PROBLEM TO WORK ON → Word for word, please restate the line that contains "ring pip: (482, 307)" and all lines after it through the end of the material, minus the pictures.
Content starts
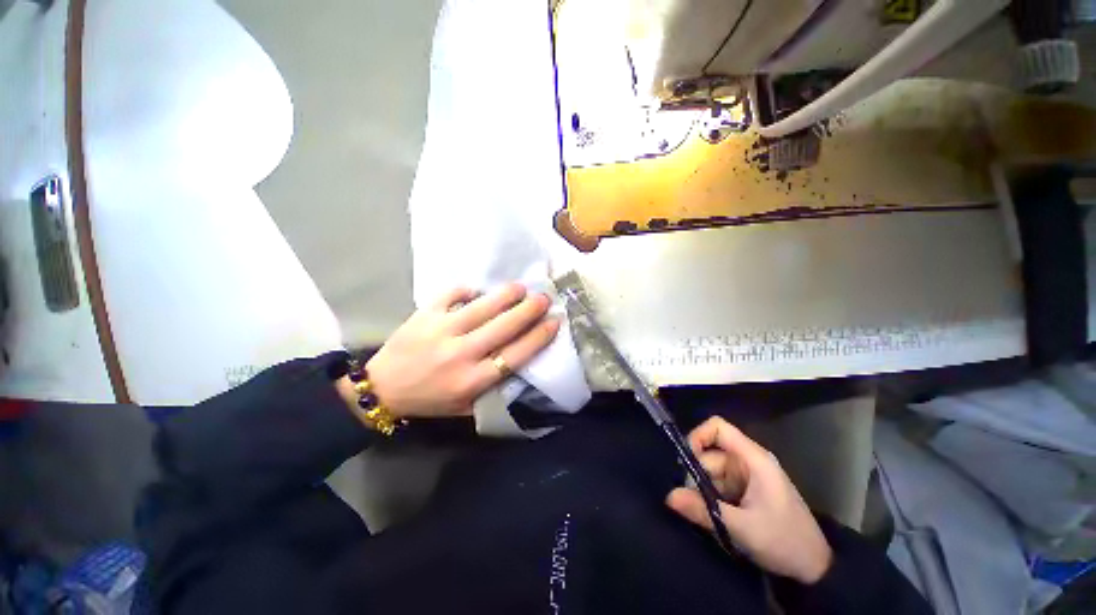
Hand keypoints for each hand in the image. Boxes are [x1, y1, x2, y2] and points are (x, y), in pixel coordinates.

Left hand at [355, 284, 560, 418]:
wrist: (382, 388)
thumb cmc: (430, 399)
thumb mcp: (466, 405)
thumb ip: (493, 386)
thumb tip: (520, 358)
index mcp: (472, 380)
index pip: (515, 355)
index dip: (538, 336)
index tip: (554, 322)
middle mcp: (461, 354)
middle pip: (504, 327)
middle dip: (529, 310)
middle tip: (544, 298)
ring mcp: (441, 330)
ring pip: (482, 307)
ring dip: (506, 295)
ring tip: (521, 287)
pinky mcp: (425, 315)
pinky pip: (452, 294)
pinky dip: (468, 290)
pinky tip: (477, 290)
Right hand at [665, 417, 832, 584]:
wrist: (814, 568)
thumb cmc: (783, 541)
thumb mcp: (741, 528)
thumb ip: (703, 510)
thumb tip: (668, 496)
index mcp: (753, 459)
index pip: (718, 428)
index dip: (697, 436)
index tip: (685, 461)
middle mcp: (748, 461)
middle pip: (710, 452)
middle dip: (698, 474)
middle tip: (693, 502)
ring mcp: (747, 475)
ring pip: (712, 470)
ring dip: (704, 490)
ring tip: (707, 515)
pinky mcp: (746, 489)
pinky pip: (719, 484)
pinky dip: (712, 497)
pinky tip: (716, 516)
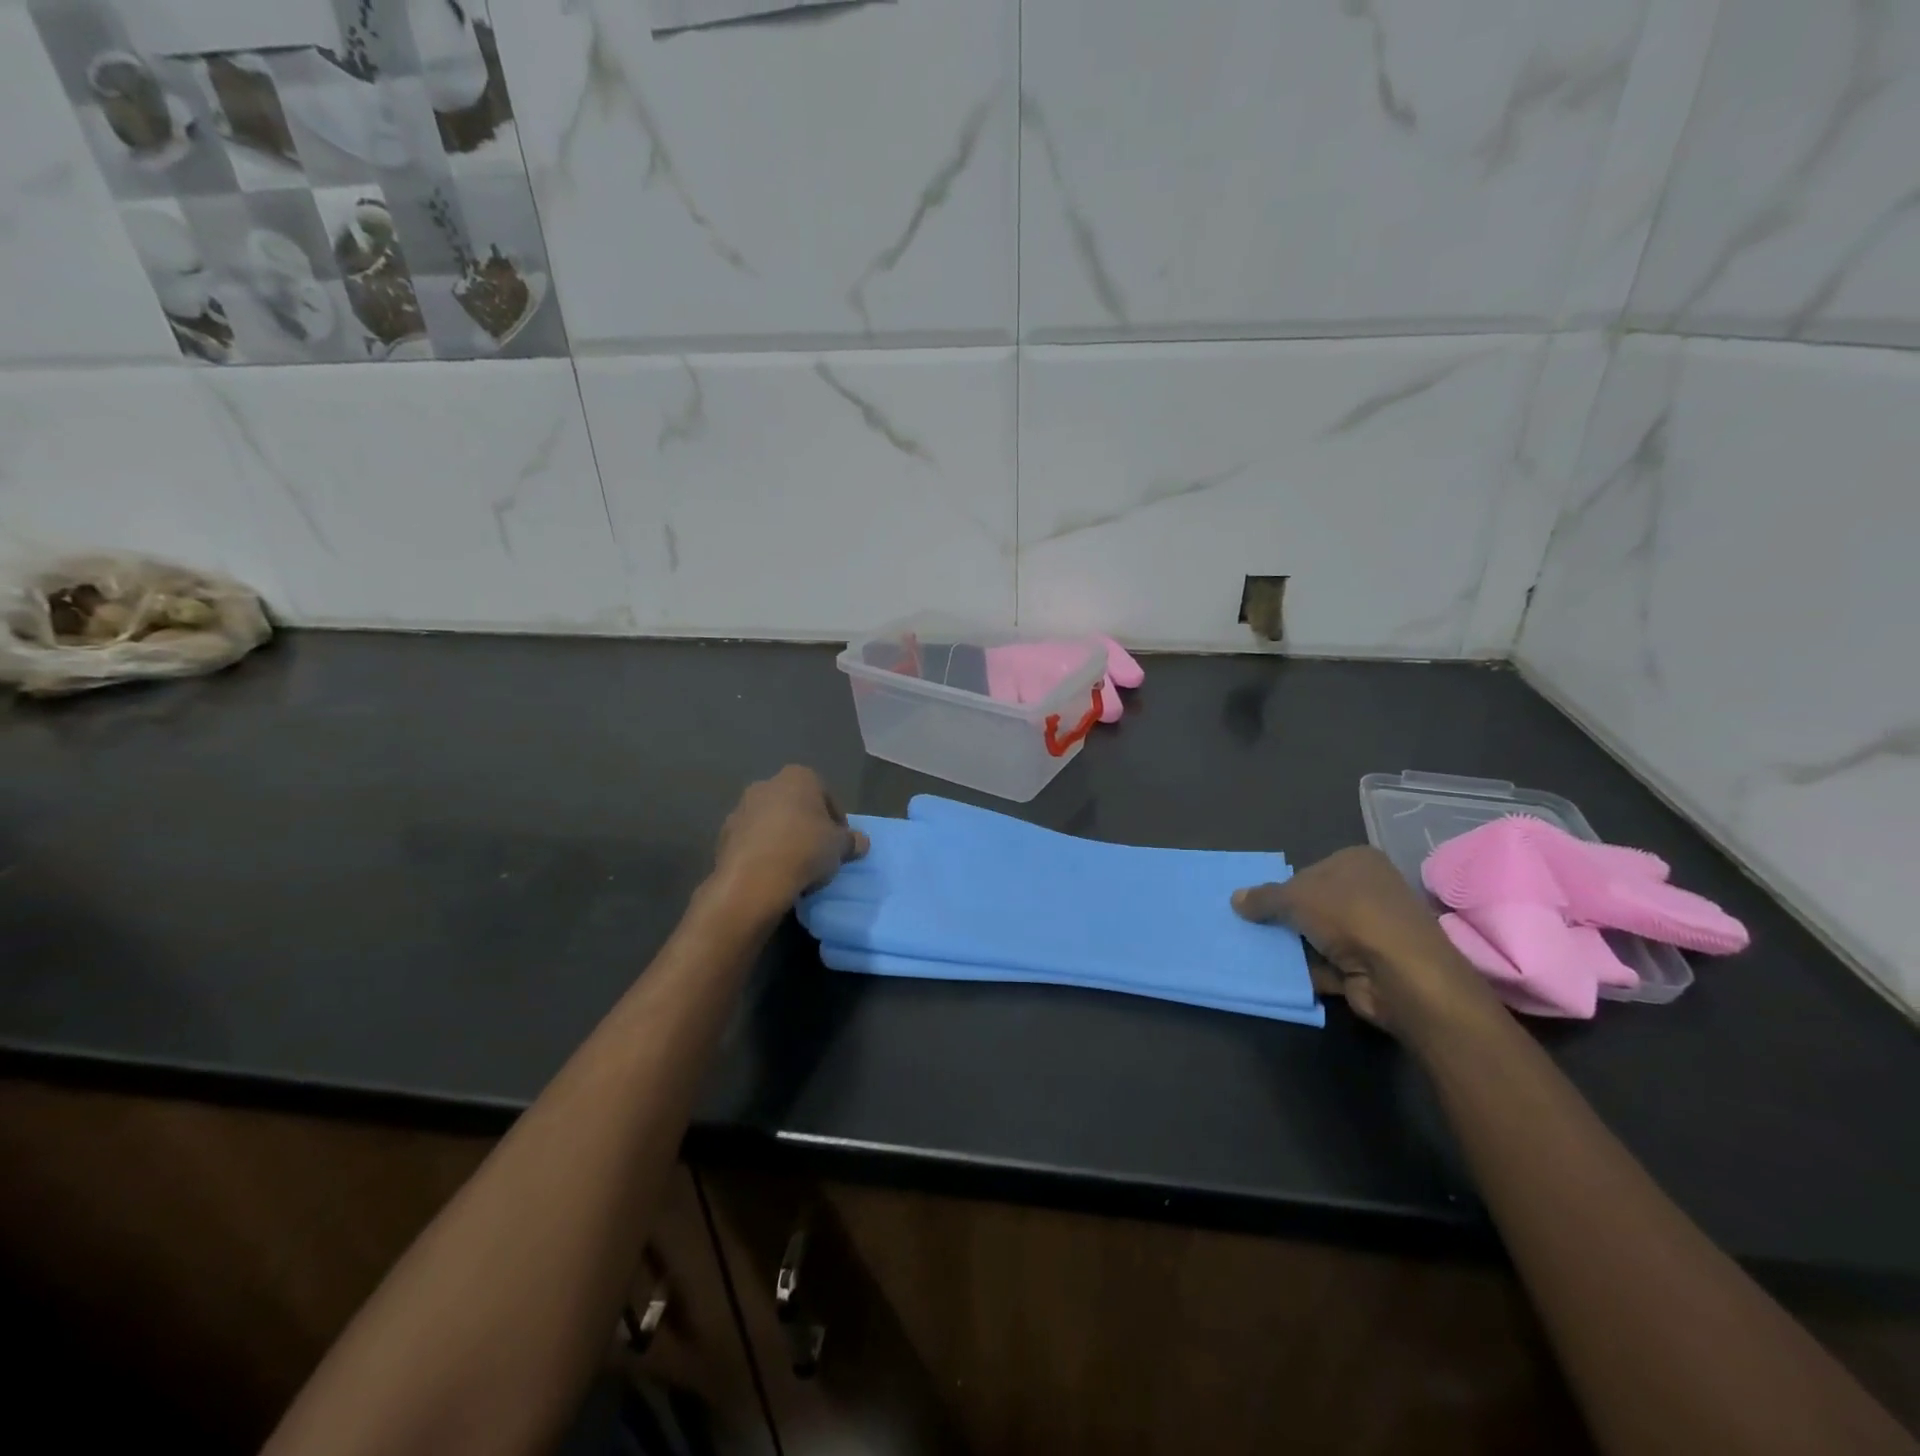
Content ends
FINISHED TASK →
ring pip: (482, 307)
ring dip: (506, 295)
ring tip: (521, 287)
pinky mcp: (425, 315)
pinky pip: (452, 294)
pinky dip: (468, 290)
pinky tip: (477, 290)
Right hand at [665, 417, 832, 584]:
wrist: (814, 568)
thumb cmc: (783, 541)
thumb mcp: (741, 528)
thumb ip: (703, 510)
thumb tip: (668, 496)
index mcp: (753, 459)
index pip: (718, 428)
index dip: (697, 436)
index tip: (685, 461)
middle mcp: (748, 461)
middle pip: (710, 452)
middle dip: (698, 474)
middle tip: (693, 502)
ring mcp: (747, 475)
ring pip: (712, 470)
ring dip: (704, 490)
ring tip: (707, 515)
pinky mcp: (746, 489)
pinky pip: (719, 484)
pinky dip: (712, 497)
pinky tip: (716, 516)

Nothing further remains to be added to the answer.